_EXERCISE INSTRUCTIONS_: Exclude any images and output the remaining records exactly.

_GIVEN RECORDS_:
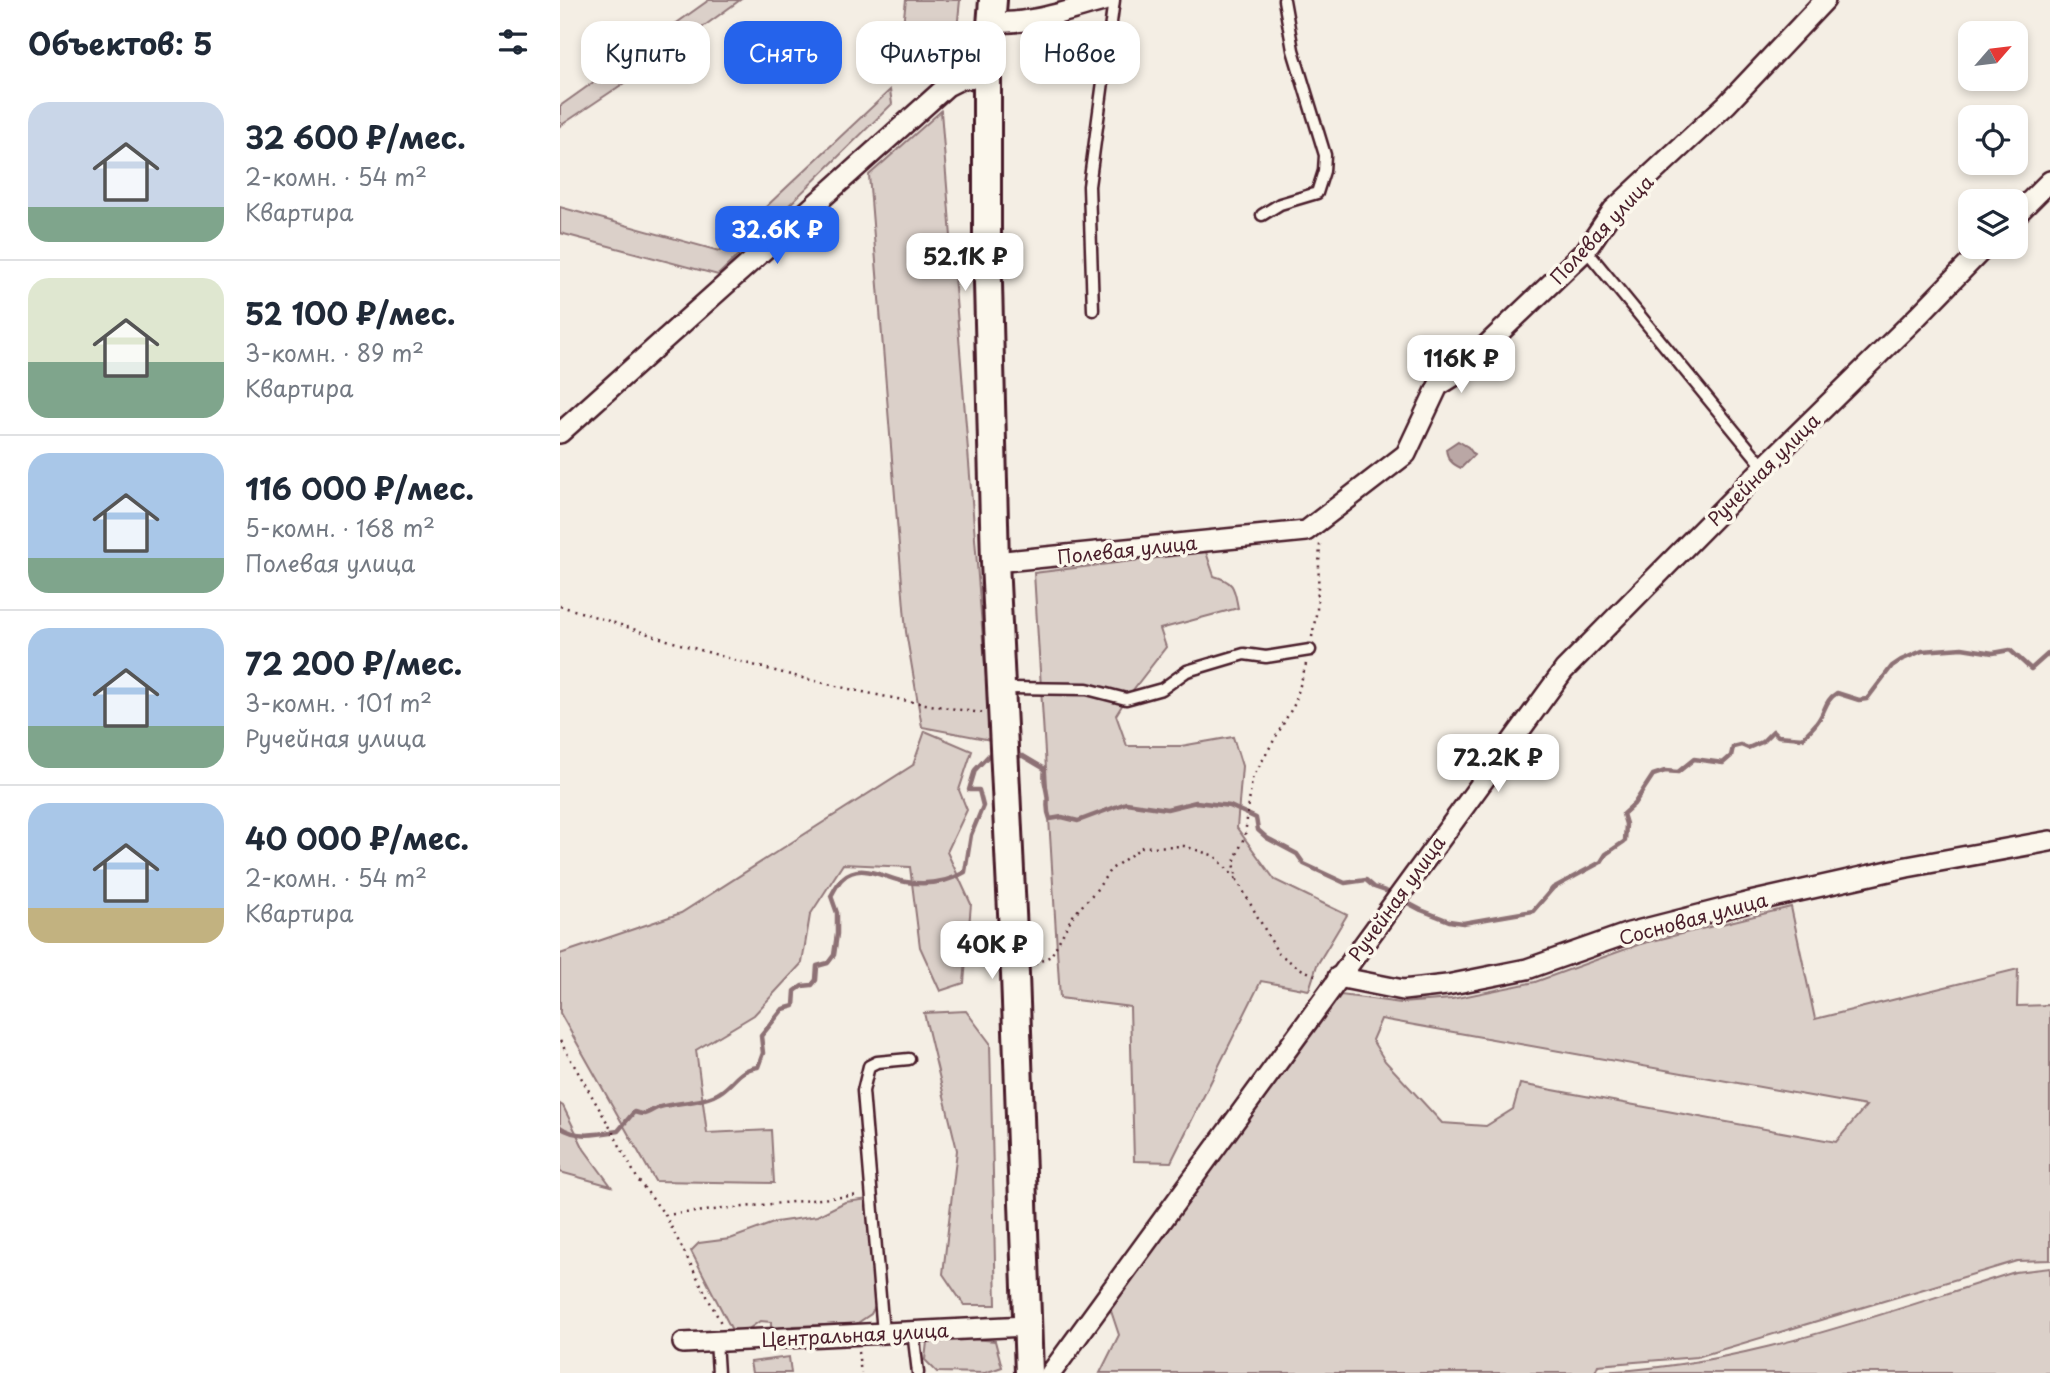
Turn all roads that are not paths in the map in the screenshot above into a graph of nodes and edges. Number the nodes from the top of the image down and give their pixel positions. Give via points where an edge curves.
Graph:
1 (1107, 0) edge
2 (1114, 0) edge
3 (1284, 0) edge
4 (1825, 0) edge
5 (992, 11) edge
6 (951, 84) edge
7 (986, 84) edge
8 (2050, 181) edge
9 (2028, 203) edge
10 (1262, 215) dead end
11 (1586, 250) junction
12 (1973, 259) edge
13 (1093, 310) dead end
14 (560, 433) edge
15 (1764, 467) junction
16 (995, 562) junction
17 (1310, 650) road end
18 (1002, 688) junction
19 (2050, 842) edge
20 (1336, 980) junction
21 (909, 1059) dead end
22 (1028, 1326) junction
23 (913, 1331) junction
24 (883, 1333) junction
25 (723, 1341) junction
26 (683, 1343) dead end
27 (718, 1373) edge
28 (918, 1373) edge
29 (1029, 1373) edge
30 (1051, 1373) edge

1 - 5 street via 1026,21
2 - 13 lane via 1089,186
3 - 10 lane via 1293,50 1325,155 1324,171 1317,192
4 - 11 street, Полевая улица via 1727,104 1613,210
6 - 14 street
7 - 16 main road
8 - 9 street
11 - 15 lane
11 - 16 street, Полевая улица via 1438,386 1406,454 1306,531
12 - 15 street, Ручейная улица
15 - 20 street, Ручейная улица via 1564,670
16 - 18 main road
17 - 18 lane via 1266,657 1244,654 1187,671 1162,689 1126,699 1087,689
18 - 22 main road
19 - 20 street, Сосновая улица via 1750,902 1629,933 1527,969 1447,985 1403,990
20 - 30 street, Ручейная улица
21 - 24 lane via 869,1066 863,1091
22 - 23 street, Центральная улица
22 - 29 main road
23 - 24 street, Центральная улица
23 - 28 lane
24 - 25 street, Центральная улица
25 - 26 street, Центральная улица
25 - 27 lane

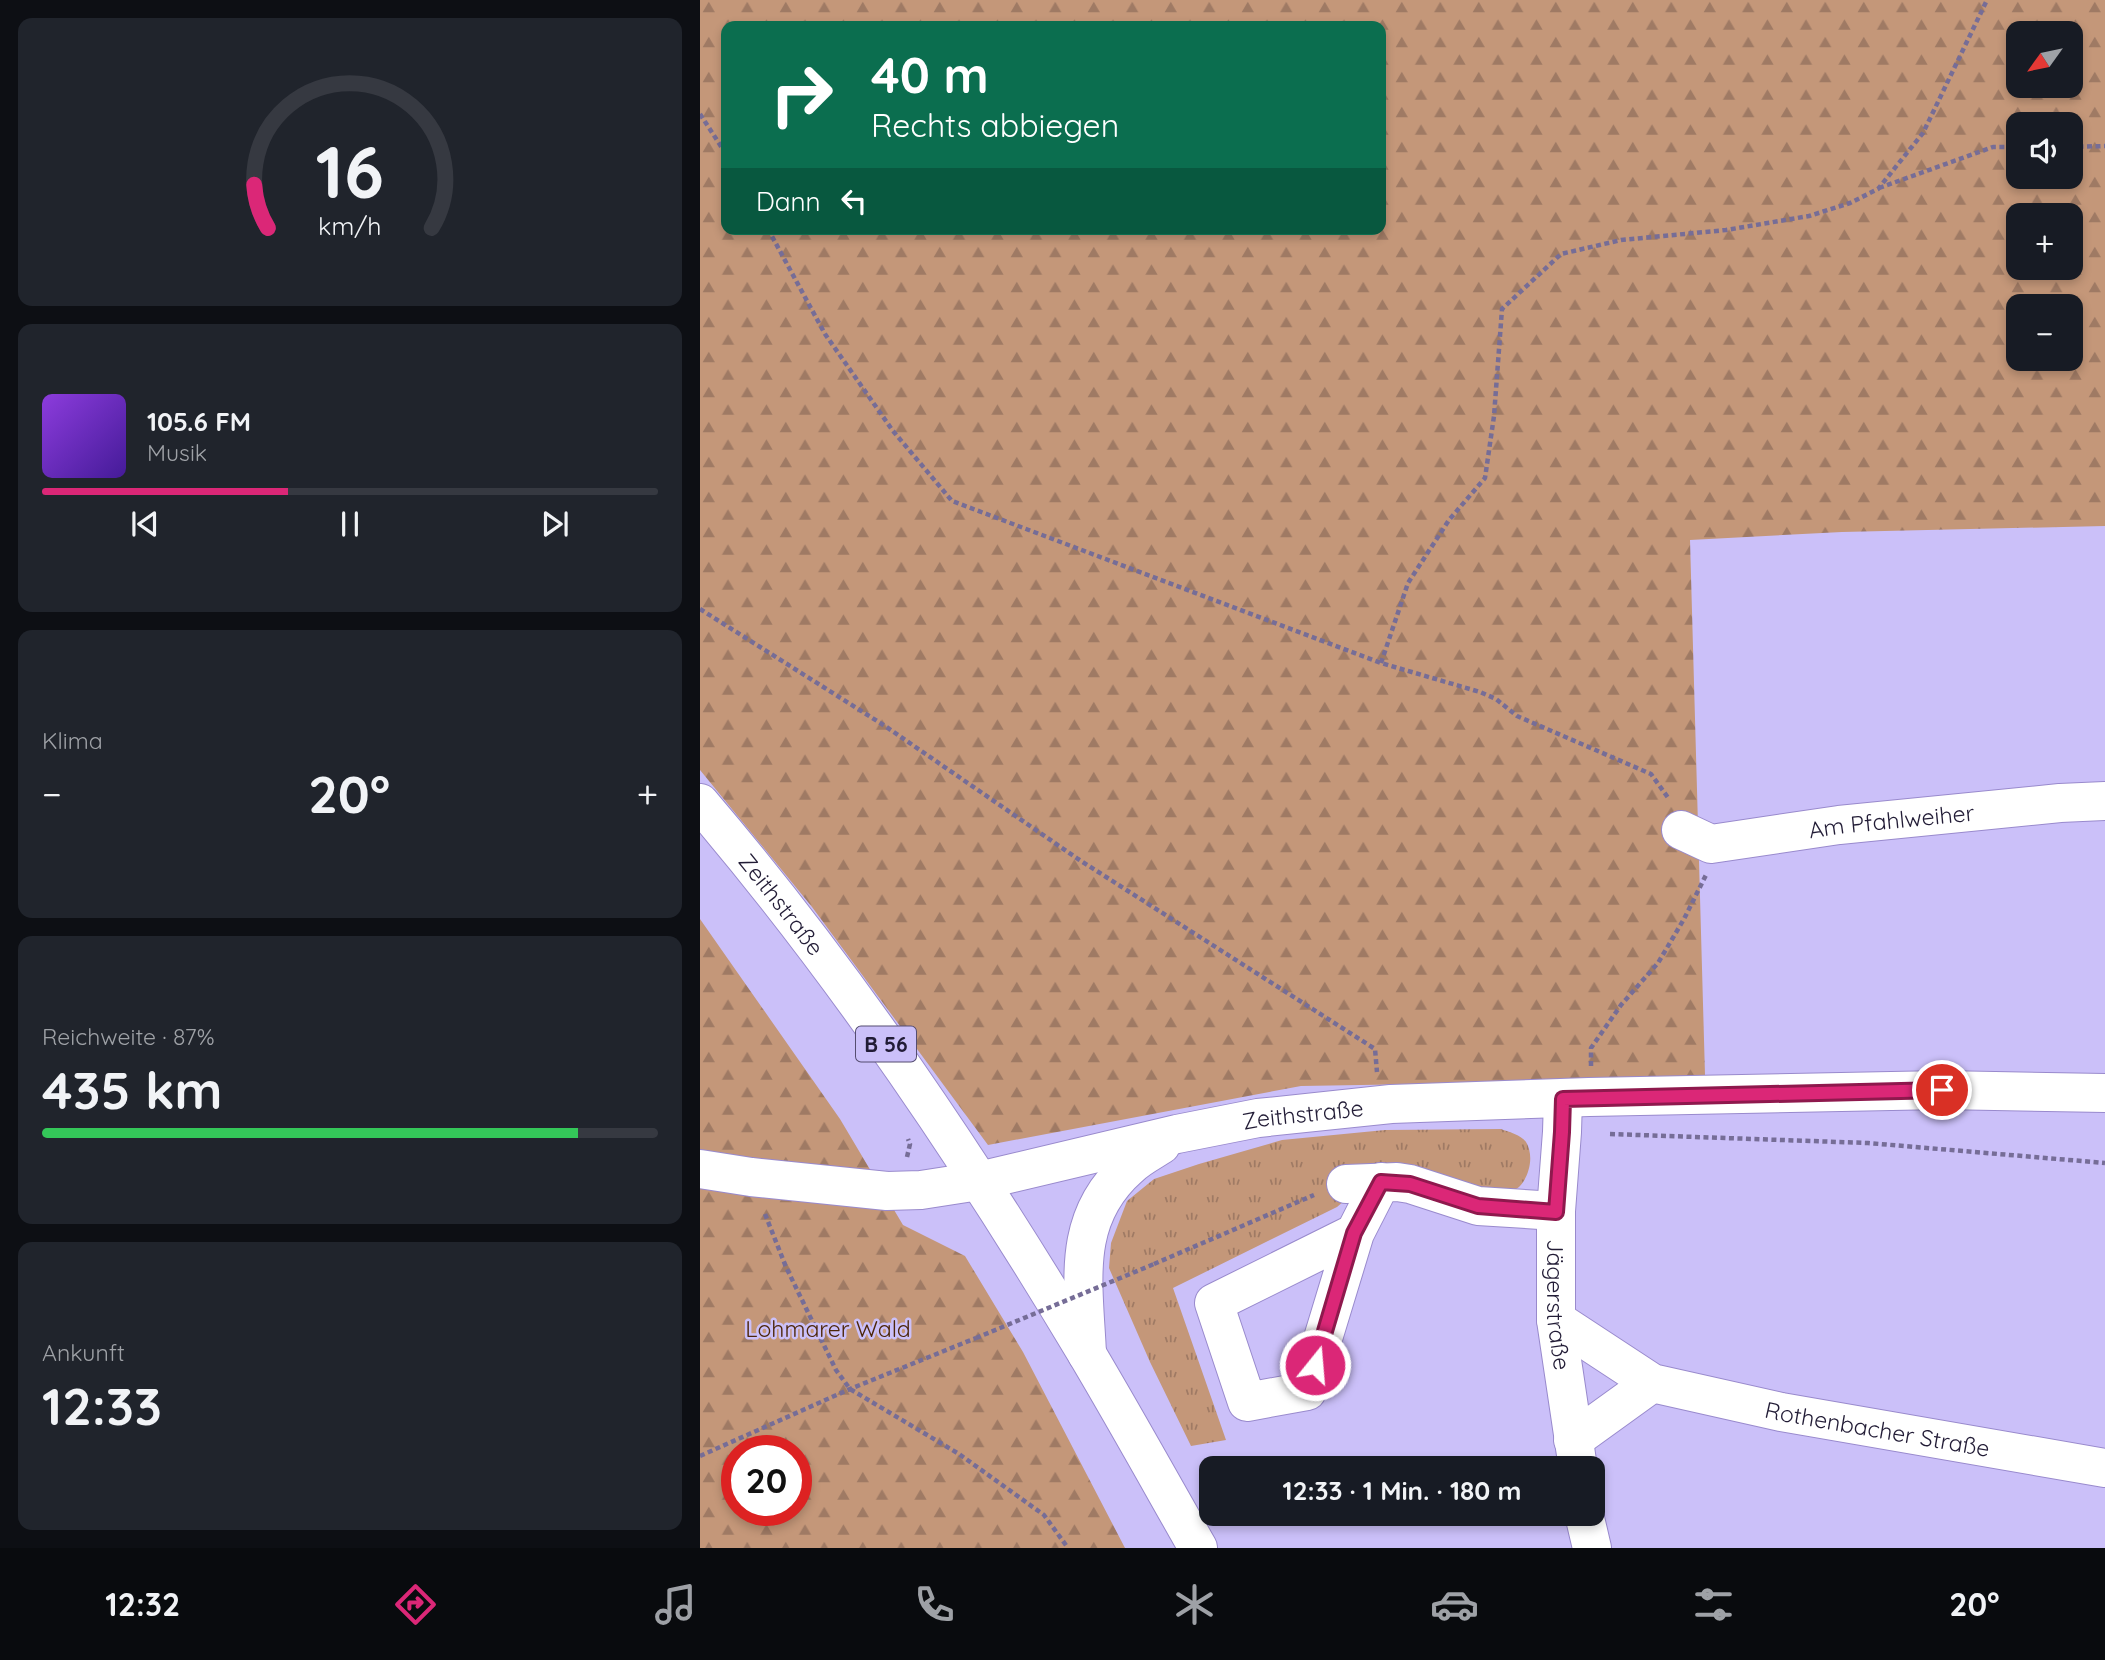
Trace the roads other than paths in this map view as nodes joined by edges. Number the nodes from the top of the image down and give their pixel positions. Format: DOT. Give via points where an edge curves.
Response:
graph roads {
  1 [pos="2105,801"];
  2 [pos="700,803"];
  3 [pos="1696,837"];
  4 [pos="2105,1093"];
  5 [pos="1576,1098"];
  6 [pos="1177,1134"];
  7 [pos="723,1173"];
  8 [pos="979,1181"];
  9 [pos="1556,1212"];
  10 [pos="1354,1233"];
  11 [pos="1556,1320"];
  12 [pos="1087,1354"];
  13 [pos="1652,1383"];
  14 [pos="1576,1454"];
  15 [pos="2105,1468"];
  16 [pos="1586,1526"];
  17 [pos="1198,1548"];
  18 [pos="1591,1548"];
  1 -- 3 [label="street, Am Pfahlweiher"];
  2 -- 8 [label="street, Zeithstraße / B 56" via="788,910 918,1087"];
  4 -- 5 [label="street, Zeithstraße" via="1942,1090"];
  5 -- 6 [label="street, Zeithstraße" via="1382,1105 1258,1118"];
  5 -- 9 [label="street, Jägerstraße" via="1562,1132"];
  6 -- 8 [label="street, Zeithstraße"];
  6 -- 12 [label="street" via="1130,1166 1095,1211 1084,1257"];
  7 -- 8 [label="street" via="887,1191"];
  8 -- 12 [label="street, B 56"];
  9 -- 10 [label="street" via="1478,1206 1410,1184 1363,1183"];
  9 -- 11 [label="street, Jägerstraße"];
  10 -- 10 [label="street" via="1214,1303 1247,1402 1307,1391"];
  11 -- 13 [label="street, Rothenbacher Straße"];
  11 -- 14 [label="street, Jägerstraße"];
  12 -- 17 [label="street, B 56"];
  13 -- 14 [label="street"];
  13 -- 15 [label="street, Rothenbacher Straße" via="1782,1412"];
  16 -- 18 [label="street"];
}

_EXERCISE RESULT_:
Turn all roads that are not paths in the map in the screenshot above into a graph of nodes and edges. Number the nodes from the top of the image down and give their pixel positions. Give via points where an edge curves.
Graph:
1 (1107, 0) edge
2 (1114, 0) edge
3 (1284, 0) edge
4 (1825, 0) edge
5 (992, 11) edge
6 (951, 84) edge
7 (986, 84) edge
8 (2050, 181) edge
9 (2028, 203) edge
10 (1262, 215) dead end
11 (1586, 250) junction
12 (1973, 259) edge
13 (1093, 310) dead end
14 (560, 433) edge
15 (1764, 467) junction
16 (995, 562) junction
17 (1310, 650) road end
18 (1002, 688) junction
19 (2050, 842) edge
20 (1336, 980) junction
21 (909, 1059) dead end
22 (1028, 1326) junction
23 (913, 1331) junction
24 (883, 1333) junction
25 (723, 1341) junction
26 (683, 1343) dead end
27 (718, 1373) edge
28 (918, 1373) edge
29 (1029, 1373) edge
30 (1051, 1373) edge

1 - 5 street via 1026,21
2 - 13 lane via 1089,186
3 - 10 lane via 1293,50 1325,155 1324,171 1317,192
4 - 11 street, Полевая улица via 1727,104 1613,210
6 - 14 street
7 - 16 main road
8 - 9 street
11 - 15 lane
11 - 16 street, Полевая улица via 1438,386 1406,454 1306,531
12 - 15 street, Ручейная улица
15 - 20 street, Ручейная улица via 1564,670
16 - 18 main road
17 - 18 lane via 1266,657 1244,654 1187,671 1162,689 1126,699 1087,689
18 - 22 main road
19 - 20 street, Сосновая улица via 1750,902 1629,933 1527,969 1447,985 1403,990
20 - 30 street, Ручейная улица
21 - 24 lane via 869,1066 863,1091
22 - 23 street, Центральная улица
22 - 29 main road
23 - 24 street, Центральная улица
23 - 28 lane
24 - 25 street, Центральная улица
25 - 26 street, Центральная улица
25 - 27 lane

Trace the roads other than paths in this map view as nodes joined by edges. Number the nodes from the top of the image down and give their pixel positions. Format: DOT. Give via points where an edge curves.
Response:
graph roads {
  1 [pos="2105,801"];
  2 [pos="700,803"];
  3 [pos="1696,837"];
  4 [pos="2105,1093"];
  5 [pos="1576,1098"];
  6 [pos="1177,1134"];
  7 [pos="723,1173"];
  8 [pos="979,1181"];
  9 [pos="1556,1212"];
  10 [pos="1354,1233"];
  11 [pos="1556,1320"];
  12 [pos="1087,1354"];
  13 [pos="1652,1383"];
  14 [pos="1576,1454"];
  15 [pos="2105,1468"];
  16 [pos="1586,1526"];
  17 [pos="1198,1548"];
  18 [pos="1591,1548"];
  1 -- 3 [label="street, Am Pfahlweiher"];
  2 -- 8 [label="street, Zeithstraße / B 56" via="788,910 918,1087"];
  4 -- 5 [label="street, Zeithstraße" via="1942,1090"];
  5 -- 6 [label="street, Zeithstraße" via="1382,1105 1258,1118"];
  5 -- 9 [label="street, Jägerstraße" via="1562,1132"];
  6 -- 8 [label="street, Zeithstraße"];
  6 -- 12 [label="street" via="1130,1166 1095,1211 1084,1257"];
  7 -- 8 [label="street" via="887,1191"];
  8 -- 12 [label="street, B 56"];
  9 -- 10 [label="street" via="1478,1206 1410,1184 1363,1183"];
  9 -- 11 [label="street, Jägerstraße"];
  10 -- 10 [label="street" via="1214,1303 1247,1402 1307,1391"];
  11 -- 13 [label="street, Rothenbacher Straße"];
  11 -- 14 [label="street, Jägerstraße"];
  12 -- 17 [label="street, B 56"];
  13 -- 14 [label="street"];
  13 -- 15 [label="street, Rothenbacher Straße" via="1782,1412"];
  16 -- 18 [label="street"];
}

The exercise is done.